103 Mit der nationalen E-Government-Strategie hat der
104 IT-Planungsrat im Frühjahr 2012 seinen ersten umfassenden
105 Arbeitsplan für die nächsten Jahre vorgelegt. Die Umsetzung
106 dieser ganzheitlichen Strategie findet gleichwohl unter
107 schwierigen Rahmenbedingungen statt:
108 • Aus der Formulierung des Art. 91c GG wird jedoch deutlich,
109 dass der Gesetzgeber die Bund-Länder-Kooperation ermöglicht,
110 nicht jedoch zwingend einfordert. Einsicht und
111 Freiwilligkeit sind weiterhin die bestimmende
112 Arbeitsgrundlage eines ebenenübergreifenden E-Governments.

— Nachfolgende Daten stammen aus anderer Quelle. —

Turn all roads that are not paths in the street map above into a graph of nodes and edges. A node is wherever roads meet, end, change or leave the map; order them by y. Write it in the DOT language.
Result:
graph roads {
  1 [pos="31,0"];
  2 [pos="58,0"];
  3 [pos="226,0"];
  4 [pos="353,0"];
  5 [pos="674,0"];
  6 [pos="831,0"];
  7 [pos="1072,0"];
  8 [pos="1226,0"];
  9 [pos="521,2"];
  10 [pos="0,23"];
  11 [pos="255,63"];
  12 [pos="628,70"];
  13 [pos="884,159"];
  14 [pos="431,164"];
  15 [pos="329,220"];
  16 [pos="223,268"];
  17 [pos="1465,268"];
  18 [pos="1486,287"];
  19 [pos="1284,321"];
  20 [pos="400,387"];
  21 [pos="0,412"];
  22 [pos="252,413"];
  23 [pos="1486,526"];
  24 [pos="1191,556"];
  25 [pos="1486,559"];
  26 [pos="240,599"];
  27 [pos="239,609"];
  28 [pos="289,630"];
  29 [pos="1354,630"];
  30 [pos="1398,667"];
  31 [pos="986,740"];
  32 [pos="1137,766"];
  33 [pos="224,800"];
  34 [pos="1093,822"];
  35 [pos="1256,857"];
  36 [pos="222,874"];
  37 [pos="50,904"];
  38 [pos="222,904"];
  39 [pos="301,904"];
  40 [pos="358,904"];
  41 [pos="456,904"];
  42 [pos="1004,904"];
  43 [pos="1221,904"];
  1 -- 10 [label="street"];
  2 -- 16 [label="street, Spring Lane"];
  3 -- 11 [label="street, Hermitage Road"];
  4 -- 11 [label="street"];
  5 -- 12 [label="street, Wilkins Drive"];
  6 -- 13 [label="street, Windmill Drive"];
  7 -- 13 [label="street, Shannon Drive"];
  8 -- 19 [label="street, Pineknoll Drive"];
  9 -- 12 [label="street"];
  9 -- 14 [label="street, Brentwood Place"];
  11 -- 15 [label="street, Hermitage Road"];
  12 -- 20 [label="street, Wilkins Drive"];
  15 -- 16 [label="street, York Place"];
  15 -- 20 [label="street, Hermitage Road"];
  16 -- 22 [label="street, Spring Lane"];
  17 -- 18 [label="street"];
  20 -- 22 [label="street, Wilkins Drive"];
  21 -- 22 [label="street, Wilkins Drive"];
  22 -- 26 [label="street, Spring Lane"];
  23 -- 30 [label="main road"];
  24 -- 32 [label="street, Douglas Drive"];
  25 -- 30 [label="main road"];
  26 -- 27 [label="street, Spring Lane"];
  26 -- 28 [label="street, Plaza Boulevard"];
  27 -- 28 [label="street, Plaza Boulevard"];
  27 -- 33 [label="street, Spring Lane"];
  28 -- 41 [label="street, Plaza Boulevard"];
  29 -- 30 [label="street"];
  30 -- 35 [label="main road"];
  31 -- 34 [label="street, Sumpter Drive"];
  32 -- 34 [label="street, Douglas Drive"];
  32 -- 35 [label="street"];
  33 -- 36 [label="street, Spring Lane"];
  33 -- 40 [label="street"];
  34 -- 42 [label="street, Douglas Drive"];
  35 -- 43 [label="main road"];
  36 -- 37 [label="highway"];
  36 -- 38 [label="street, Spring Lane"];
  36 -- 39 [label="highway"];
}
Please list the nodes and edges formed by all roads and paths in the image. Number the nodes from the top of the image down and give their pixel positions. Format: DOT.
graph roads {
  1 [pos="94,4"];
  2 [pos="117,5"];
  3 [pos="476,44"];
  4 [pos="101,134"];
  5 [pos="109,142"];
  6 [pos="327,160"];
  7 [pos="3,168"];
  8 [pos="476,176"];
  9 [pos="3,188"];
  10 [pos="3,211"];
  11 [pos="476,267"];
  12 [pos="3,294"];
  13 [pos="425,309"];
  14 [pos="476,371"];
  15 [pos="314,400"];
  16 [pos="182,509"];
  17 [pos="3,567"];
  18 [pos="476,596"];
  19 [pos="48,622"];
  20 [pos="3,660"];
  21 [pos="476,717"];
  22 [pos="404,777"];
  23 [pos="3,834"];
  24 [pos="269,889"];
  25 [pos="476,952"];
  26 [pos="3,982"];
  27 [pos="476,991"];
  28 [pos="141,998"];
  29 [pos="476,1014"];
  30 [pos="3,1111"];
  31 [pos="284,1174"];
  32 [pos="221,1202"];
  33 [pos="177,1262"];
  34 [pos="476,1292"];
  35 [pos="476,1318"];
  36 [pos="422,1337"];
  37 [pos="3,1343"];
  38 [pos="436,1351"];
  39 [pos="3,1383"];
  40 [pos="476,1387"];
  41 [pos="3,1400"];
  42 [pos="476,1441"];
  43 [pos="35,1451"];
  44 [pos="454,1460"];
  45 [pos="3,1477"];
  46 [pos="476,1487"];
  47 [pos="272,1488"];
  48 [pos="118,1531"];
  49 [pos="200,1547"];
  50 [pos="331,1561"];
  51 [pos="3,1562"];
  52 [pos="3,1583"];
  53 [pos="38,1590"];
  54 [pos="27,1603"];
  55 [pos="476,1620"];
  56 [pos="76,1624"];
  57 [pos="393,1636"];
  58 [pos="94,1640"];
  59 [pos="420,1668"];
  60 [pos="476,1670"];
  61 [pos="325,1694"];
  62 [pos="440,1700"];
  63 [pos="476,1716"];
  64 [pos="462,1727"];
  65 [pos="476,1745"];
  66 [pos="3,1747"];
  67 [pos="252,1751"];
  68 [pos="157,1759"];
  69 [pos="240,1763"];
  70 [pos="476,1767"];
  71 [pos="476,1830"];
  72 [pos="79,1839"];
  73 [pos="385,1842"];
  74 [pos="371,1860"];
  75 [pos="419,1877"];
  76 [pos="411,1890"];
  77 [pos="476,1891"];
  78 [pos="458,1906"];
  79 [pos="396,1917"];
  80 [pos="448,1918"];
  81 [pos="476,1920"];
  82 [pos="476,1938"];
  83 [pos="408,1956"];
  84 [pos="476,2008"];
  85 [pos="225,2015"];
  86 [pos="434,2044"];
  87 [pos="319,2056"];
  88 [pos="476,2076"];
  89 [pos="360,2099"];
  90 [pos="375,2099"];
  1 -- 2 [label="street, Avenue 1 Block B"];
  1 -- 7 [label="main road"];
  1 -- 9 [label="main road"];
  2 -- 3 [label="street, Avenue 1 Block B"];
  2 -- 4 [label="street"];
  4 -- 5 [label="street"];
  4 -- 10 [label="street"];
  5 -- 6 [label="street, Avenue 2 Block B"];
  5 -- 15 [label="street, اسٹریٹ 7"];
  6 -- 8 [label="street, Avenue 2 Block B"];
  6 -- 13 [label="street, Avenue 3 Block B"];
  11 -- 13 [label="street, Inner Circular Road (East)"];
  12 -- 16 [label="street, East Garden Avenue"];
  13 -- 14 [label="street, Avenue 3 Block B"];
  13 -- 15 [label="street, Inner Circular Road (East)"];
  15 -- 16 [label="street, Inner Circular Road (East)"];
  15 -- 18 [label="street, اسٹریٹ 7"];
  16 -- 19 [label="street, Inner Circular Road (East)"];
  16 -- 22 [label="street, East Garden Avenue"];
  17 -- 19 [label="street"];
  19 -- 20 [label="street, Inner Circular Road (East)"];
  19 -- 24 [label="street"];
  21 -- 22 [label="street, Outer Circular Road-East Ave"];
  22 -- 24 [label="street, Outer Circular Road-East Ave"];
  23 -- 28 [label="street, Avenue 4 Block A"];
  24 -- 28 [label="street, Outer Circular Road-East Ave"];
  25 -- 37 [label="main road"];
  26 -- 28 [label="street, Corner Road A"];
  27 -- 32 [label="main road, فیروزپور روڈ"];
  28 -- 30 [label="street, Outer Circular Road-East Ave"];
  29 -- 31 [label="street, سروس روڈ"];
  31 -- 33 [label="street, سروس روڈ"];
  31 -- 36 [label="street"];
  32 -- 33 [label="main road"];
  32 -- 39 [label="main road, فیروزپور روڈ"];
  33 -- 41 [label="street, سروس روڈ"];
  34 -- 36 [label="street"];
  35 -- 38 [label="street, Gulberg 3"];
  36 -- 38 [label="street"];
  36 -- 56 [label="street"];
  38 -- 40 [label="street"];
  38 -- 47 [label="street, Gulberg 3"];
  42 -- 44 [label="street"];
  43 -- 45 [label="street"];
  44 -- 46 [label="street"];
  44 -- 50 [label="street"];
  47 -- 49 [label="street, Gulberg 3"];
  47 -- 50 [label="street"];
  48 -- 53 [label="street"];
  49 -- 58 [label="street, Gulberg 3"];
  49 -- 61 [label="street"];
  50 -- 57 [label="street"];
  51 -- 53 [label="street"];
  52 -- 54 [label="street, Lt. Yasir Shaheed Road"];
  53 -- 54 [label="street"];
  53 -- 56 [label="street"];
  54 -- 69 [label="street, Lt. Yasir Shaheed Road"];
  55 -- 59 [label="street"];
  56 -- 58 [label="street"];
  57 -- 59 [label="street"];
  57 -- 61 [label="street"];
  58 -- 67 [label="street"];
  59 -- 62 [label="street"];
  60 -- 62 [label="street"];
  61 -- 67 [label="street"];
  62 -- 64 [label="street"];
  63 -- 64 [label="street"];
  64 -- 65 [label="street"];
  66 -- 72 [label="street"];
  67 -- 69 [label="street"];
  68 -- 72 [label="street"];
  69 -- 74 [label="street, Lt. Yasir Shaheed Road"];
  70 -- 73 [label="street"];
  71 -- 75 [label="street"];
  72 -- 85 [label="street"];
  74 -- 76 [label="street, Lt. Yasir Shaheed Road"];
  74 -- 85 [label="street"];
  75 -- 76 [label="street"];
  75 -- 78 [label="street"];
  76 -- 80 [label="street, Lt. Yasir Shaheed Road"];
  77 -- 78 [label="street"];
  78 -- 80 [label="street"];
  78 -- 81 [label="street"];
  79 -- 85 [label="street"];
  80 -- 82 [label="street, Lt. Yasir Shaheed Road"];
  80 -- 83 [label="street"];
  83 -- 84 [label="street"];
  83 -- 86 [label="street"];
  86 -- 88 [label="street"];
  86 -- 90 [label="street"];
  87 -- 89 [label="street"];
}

113 • Weder Art 91c noch der IT-Staatsvertrag setzen
114 Vergaberecht, Ressortprinzip, Länderhoheit und kommunale
115 Selbstverwaltung außer Kraft. Es wird also auch weiterhin
116 erheblicher Aufwand zur Abstimmung und Überzeugung aller
117 Beteiligten erforderlich sein.
118 • Die Mitglieder des IT-Planungsrates sind in der Regel
119 Staatssekretärinnen und Staatssekretäre, die ihre CIO-Rolle
120 nur im Nebenamt ausüben und nicht immer selbst über das
121 erforderliche Wissen und die notwendige Erfahrung zur
122 strategischen Steuerung ihrer IT mitbringen. Dieser Umstand
123 hat zur Folge, dass die tatsächliche IT-Steuerung durch die
124 Fachbeamten erfolgt, die eigentlich zu steuern wären.
125
126 Die IT-Steuerung der öffentlichen Verwaltung ist nicht mit
127 der eines Unternehmens vergleichbar. Dies kann auch nicht
128 das Ziel sein, denn in einem föderalen Staat sind von Bund,
129 Ländern und Gemeinden auch Belange des Allgemeinwohls und
130 der Kostenminimierung zu berücksichtigen.